YOUR TASK
Set the listing down unchanged, minus every embedded image.

(PROVIDED INFORMATION)

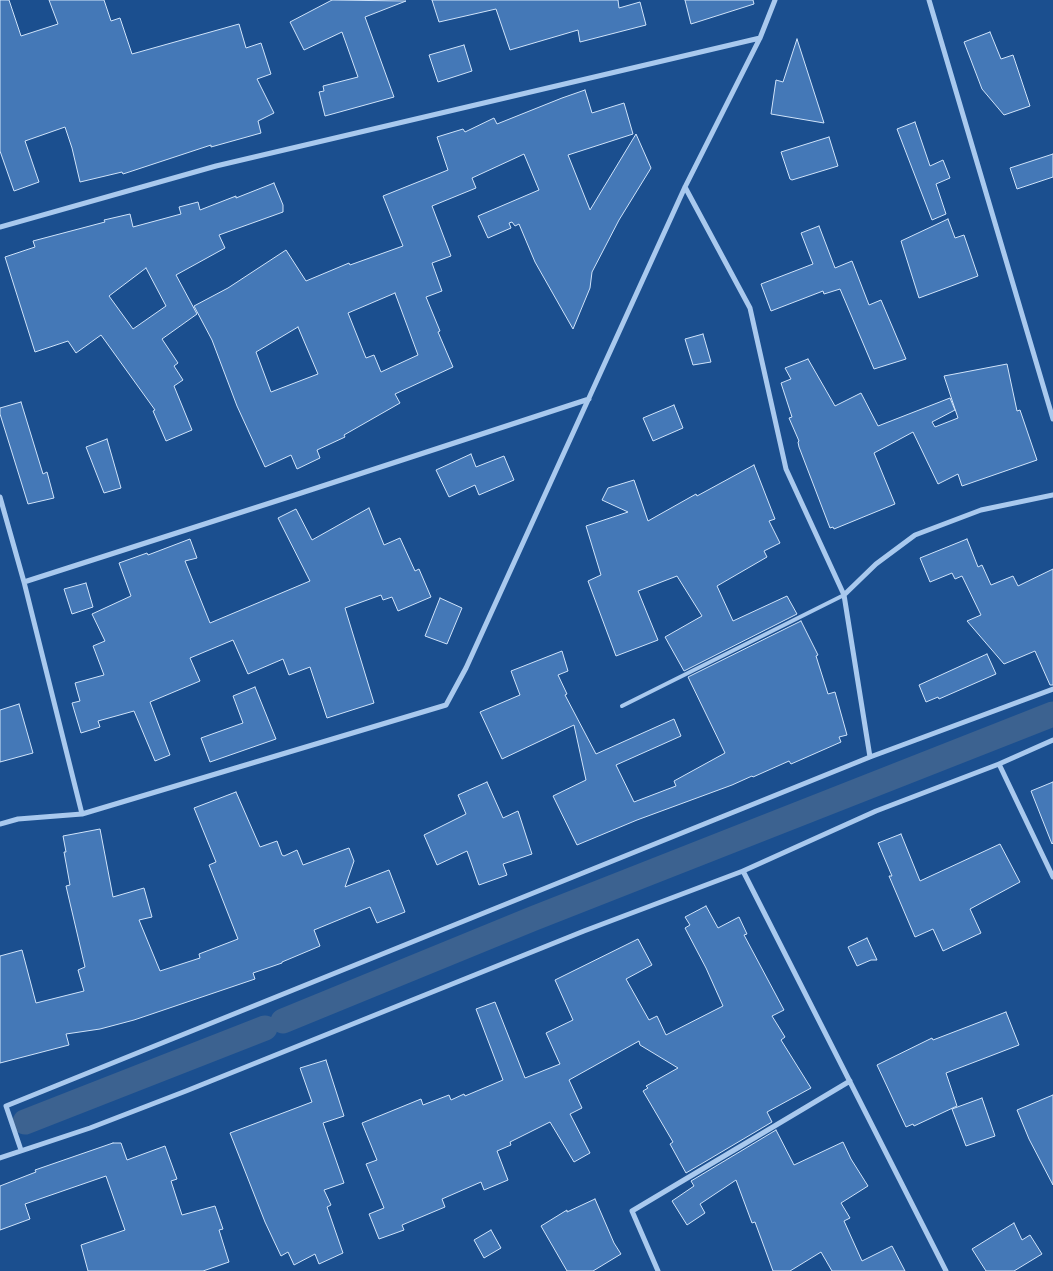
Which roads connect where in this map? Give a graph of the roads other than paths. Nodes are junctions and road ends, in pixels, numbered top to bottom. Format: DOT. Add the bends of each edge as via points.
graph roads {
  1 [pos="775,0"];
  2 [pos="929,0"];
  3 [pos="760,38"];
  4 [pos="685,187"];
  5 [pos="0,227"];
  6 [pos="588,399"];
  7 [pos="1053,419"];
  8 [pos="1053,495"];
  9 [pos="0,497"];
  10 [pos="24,582"];
  11 [pos="844,595"];
  12 [pos="1053,689"];
  13 [pos="622,706"];
  14 [pos="1053,740"];
  15 [pos="870,757"];
  16 [pos="999,764"];
  17 [pos="82,814"];
  18 [pos="0,824"];
  19 [pos="743,871"];
  20 [pos="1053,877"];
  21 [pos="850,1081"];
  22 [pos="6,1106"];
  23 [pos="0,1108"];
  24 [pos="21,1150"];
  25 [pos="0,1158"];
  26 [pos="658,1271"];
  27 [pos="946,1271"];
  1 -- 3 [label="street"];
  2 -- 7 [label="street"];
  3 -- 4 [label="street"];
  3 -- 5 [label="street" via="216,166"];
  4 -- 6 [label="street"];
  4 -- 11 [label="street" via="750,308 786,470"];
  6 -- 10 [label="street"];
  6 -- 17 [label="street" via="466,668 446,705"];
  8 -- 11 [label="street" via="981,510 915,535 876,564"];
  9 -- 10 [label="street"];
  10 -- 17 [label="street"];
  11 -- 13 [label="lane"];
  11 -- 15 [label="street"];
  12 -- 15 [label="street"];
  14 -- 16 [label="street"];
  15 -- 22 [label="street"];
  16 -- 19 [label="street" via="876,811"];
  16 -- 20 [label="street"];
  17 -- 18 [label="street" via="18,819"];
  19 -- 21 [label="street"];
  19 -- 24 [label="street" via="584,930 186,1092"];
  21 -- 26 [label="street" via="632,1210"];
  21 -- 27 [label="street"];
  22 -- 23 [label="street"];
  22 -- 24 [label="street"];
  24 -- 25 [label="street"];
}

(End PROVIDED INFORMATION)

RESPONSE TO THIS TASK
Which roads connect where in this map? Give a graph of the roads other than paths. Nodes are junctions and road ends, in pixels, numbered top to bottom. Format: DOT. Add the bends of each edge as via points.
graph roads {
  1 [pos="775,0"];
  2 [pos="929,0"];
  3 [pos="760,38"];
  4 [pos="685,187"];
  5 [pos="0,227"];
  6 [pos="588,399"];
  7 [pos="1053,419"];
  8 [pos="1053,495"];
  9 [pos="0,497"];
  10 [pos="24,582"];
  11 [pos="844,595"];
  12 [pos="1053,689"];
  13 [pos="622,706"];
  14 [pos="1053,740"];
  15 [pos="870,757"];
  16 [pos="999,764"];
  17 [pos="82,814"];
  18 [pos="0,824"];
  19 [pos="743,871"];
  20 [pos="1053,877"];
  21 [pos="850,1081"];
  22 [pos="6,1106"];
  23 [pos="0,1108"];
  24 [pos="21,1150"];
  25 [pos="0,1158"];
  26 [pos="658,1271"];
  27 [pos="946,1271"];
  1 -- 3 [label="street"];
  2 -- 7 [label="street"];
  3 -- 4 [label="street"];
  3 -- 5 [label="street" via="216,166"];
  4 -- 6 [label="street"];
  4 -- 11 [label="street" via="750,308 786,470"];
  6 -- 10 [label="street"];
  6 -- 17 [label="street" via="466,668 446,705"];
  8 -- 11 [label="street" via="981,510 915,535 876,564"];
  9 -- 10 [label="street"];
  10 -- 17 [label="street"];
  11 -- 13 [label="lane"];
  11 -- 15 [label="street"];
  12 -- 15 [label="street"];
  14 -- 16 [label="street"];
  15 -- 22 [label="street"];
  16 -- 19 [label="street" via="876,811"];
  16 -- 20 [label="street"];
  17 -- 18 [label="street" via="18,819"];
  19 -- 21 [label="street"];
  19 -- 24 [label="street" via="584,930 186,1092"];
  21 -- 26 [label="street" via="632,1210"];
  21 -- 27 [label="street"];
  22 -- 23 [label="street"];
  22 -- 24 [label="street"];
  24 -- 25 [label="street"];
}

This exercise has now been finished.